I work as a classroom aide with elementary-aged kids, primarily grades 4 and 5, and just this year felt comfortable enough to touch a student on the shoulder for a “good job” pat. Even so, I am very very careful. If a student says, “don’t touch me,” or appears to be uncomfortable because I have touched his/her shoulder, I won’t do it again. Every year, there is always a student who wants to hug. They are boys, they are girls – they hug spontaneously and without warning. It’s typically a harmless thing – you hug back very gently, around the shoulder – I usually turn slightly so it’s a “side” hug, and so far this has always occurred in front of other people so there hasn’t been any reason to suspect anything untoward from hugger or huggee. Sometimes, students need the “personal space” talk, and they’re receptive and understand the concept.

To be on the “safe side,” I would recommend that moms take the sitter home (unless she drives herself or a parent picks her up).

What happens when it isn’t the adult who is the guilty party? What if you have a young person who is hitting on the adult? Like, a teenager? Or a child who says or does something that is inappropriate to an adult or another child?
.-= Kathy´s last blog ..Bathing Suit Torture for the Not Yet Teen Set =-.

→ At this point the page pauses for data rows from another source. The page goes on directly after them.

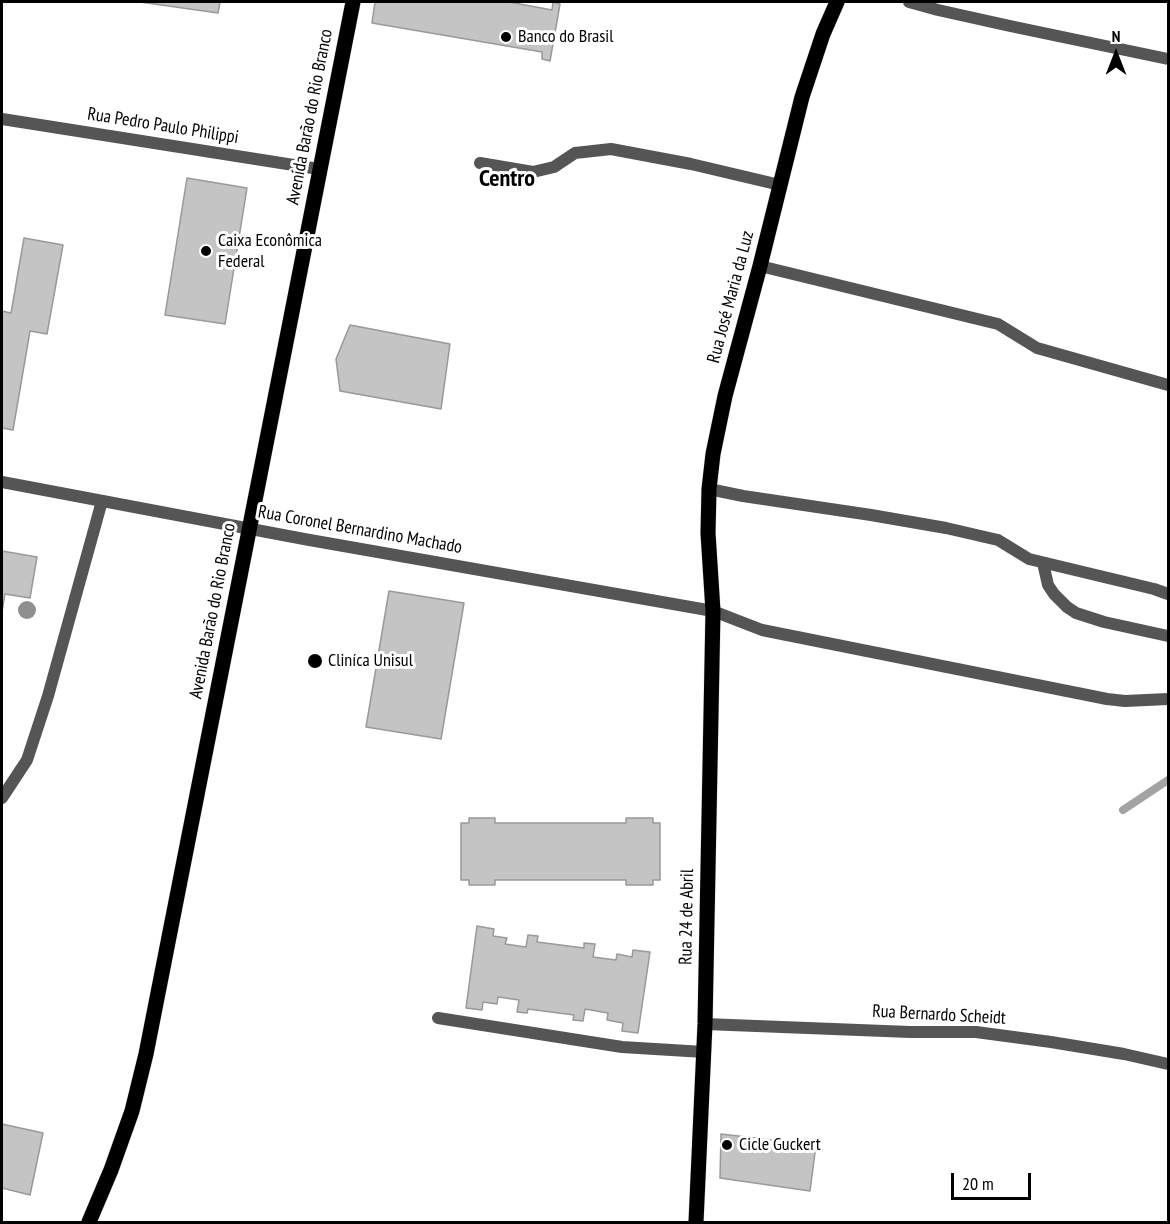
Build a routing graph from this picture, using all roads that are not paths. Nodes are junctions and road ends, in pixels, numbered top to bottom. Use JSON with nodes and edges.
{"nodes":[{"id":1,"x":353,"y":2,"type":"edge"},
{"id":2,"x":837,"y":2,"type":"edge"},
{"id":3,"x":909,"y":2,"type":"edge"},
{"id":4,"x":1168,"y":59,"type":"edge"},
{"id":5,"x":2,"y":119,"type":"edge"},
{"id":6,"x":480,"y":164,"type":"dead end"},
{"id":7,"x":319,"y":169,"type":"junction"},
{"id":8,"x":780,"y":185,"type":"junction"},
{"id":9,"x":760,"y":266,"type":"junction"},
{"id":10,"x":1168,"y":385,"type":"edge"},
{"id":11,"x":2,"y":482,"type":"edge"},
{"id":12,"x":709,"y":489,"type":"junction"},
{"id":13,"x":102,"y":501,"type":"junction"},
{"id":14,"x":250,"y":529,"type":"junction"},
{"id":15,"x":1043,"y":563,"type":"junction"},
{"id":16,"x":1168,"y":594,"type":"edge"},
{"id":17,"x":712,"y":611,"type":"junction"},
{"id":18,"x":1168,"y":636,"type":"edge"},
{"id":19,"x":1168,"y":699,"type":"edge"},
{"id":20,"x":2,"y":798,"type":"edge"},
{"id":21,"x":438,"y":1018,"type":"dead end"},
{"id":22,"x":705,"y":1024,"type":"junction"},
{"id":23,"x":704,"y":1052,"type":"junction"},
{"id":24,"x":1168,"y":1064,"type":"edge"},
{"id":25,"x":89,"y":1222,"type":"edge"},
{"id":26,"x":696,"y":1222,"type":"edge"}],
"edges":[{"from":1,"to":7,"type":"main road","name":"Avenida Barão do Rio Branco"},
{"from":2,"to":8,"type":"main road","name":"Rua José Maria da Luz"},
{"from":3,"to":4,"type":"street"},
{"from":5,"to":7,"type":"street","name":"Rua Pedro Paulo Philippi"},
{"from":6,"to":8,"type":"street"},
{"from":7,"to":14,"type":"main road","name":"Avenida Barão do Rio Branco"},
{"from":8,"to":9,"type":"main road","name":"Rua José Maria da Luz"},
{"from":9,"to":10,"type":"street"},
{"from":9,"to":12,"type":"main road","name":"Rua José Maria da Luz"},
{"from":11,"to":13,"type":"street","name":"Rua Coronel Bernardino Machado"},
{"from":12,"to":15,"type":"street"},
{"from":12,"to":17,"type":"main road","name":"Rua José Maria da Luz"},
{"from":13,"to":14,"type":"street","name":"Rua Coronel Bernardino Machado"},
{"from":13,"to":20,"type":"street"},
{"from":14,"to":17,"type":"street","name":"Rua Coronel Bernardino Machado"},
{"from":14,"to":25,"type":"main road","name":"Avenida Barão do Rio Branco"},
{"from":15,"to":16,"type":"street"},
{"from":15,"to":18,"type":"street"},
{"from":17,"to":19,"type":"street","name":"Rua Coronel Bernardino Machado"},
{"from":17,"to":22,"type":"main road","name":"Rua 24 de Abril"},
{"from":21,"to":23,"type":"street"},
{"from":22,"to":23,"type":"main road","name":"Rua 24 de Abril"},
{"from":22,"to":24,"type":"street","name":"Rua Bernardo Scheidt"},
{"from":23,"to":26,"type":"main road","name":"Rua 24 de Abril"}]}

Mary June 11, 2010 at 10:20 pm

This is really scary to think of. I have read Map Of The World.
Mary
.-= Mary ´s last blog ..Why Did God Invent Tighty Whities? =-.

Alexandra June 12, 2010 at 4:31 am

yes, absolutely. That’s why I pick up the babysitter, pay her the money, and drive her home. Also, my husband is never home alone when she comes over.

Safer that way.

Alex@LateEnough June 14, 2010 at 8:11 am

I think that it’s important to note that true accusations are MUCH more common than false ones. Children should be believed first.

(Although I agree that adults should have good and careful boundaries.)
.-= Alex@LateEnough´s last blog ..You Cant Spell Wedding Without Alex =-.

Adrienne @ SFTS June 14, 2010 at 8:32 am

I have thought about this! When I volunteered in childrens’ minsitry one of the things we needed to learn for training was to be aware not to be in a room with a child alone. 1. for the saftey of the child, and 2. for your protection as well. I think sometimes abused children can get confused and accuse someone in thier lives, but not necessarily the predator. Perhaps they fear the predator, but fear telling the truth about him/her, but still have a need to tell someone what’s happening to them. The predators are telling them not to say anything, so perhaps saying it’s someone else is a method of coping. I’m no pro!! So, I could be WAY off here. I’m just answering your question. YES, I’ve thought about it.
.-= Adrienne @ SFTS´s last blog ..Mommy Confessions Monday! =-.

Momma Drama June 14, 2010 at 1:22 pm

I worry about this all the time – from both sides of the story. Not that my daughter would lie, but that something did happen to her when she went to a friends house, so I’m sure her friends mother’s worry about it too. Then if they say something – or blow something out of proportion all hell could come down on hubby.

I would never leave my hubby alone in the house with a bunch of my daughter’s friends to go anywhere – it just opens the door up for trouble. Even if no accusations were thrown some parents might not like that being done at all (if they don’t know your hubby or don’t know either of you very well).
.-= Momma Drama´s last blog ..We Found a House! =-.

Blond Duck June 14, 2010 at 1:49 pm

That’s terrible. You wish the kids would know better–it makes it so hard for both adults and children who actually have had bad things happen to them.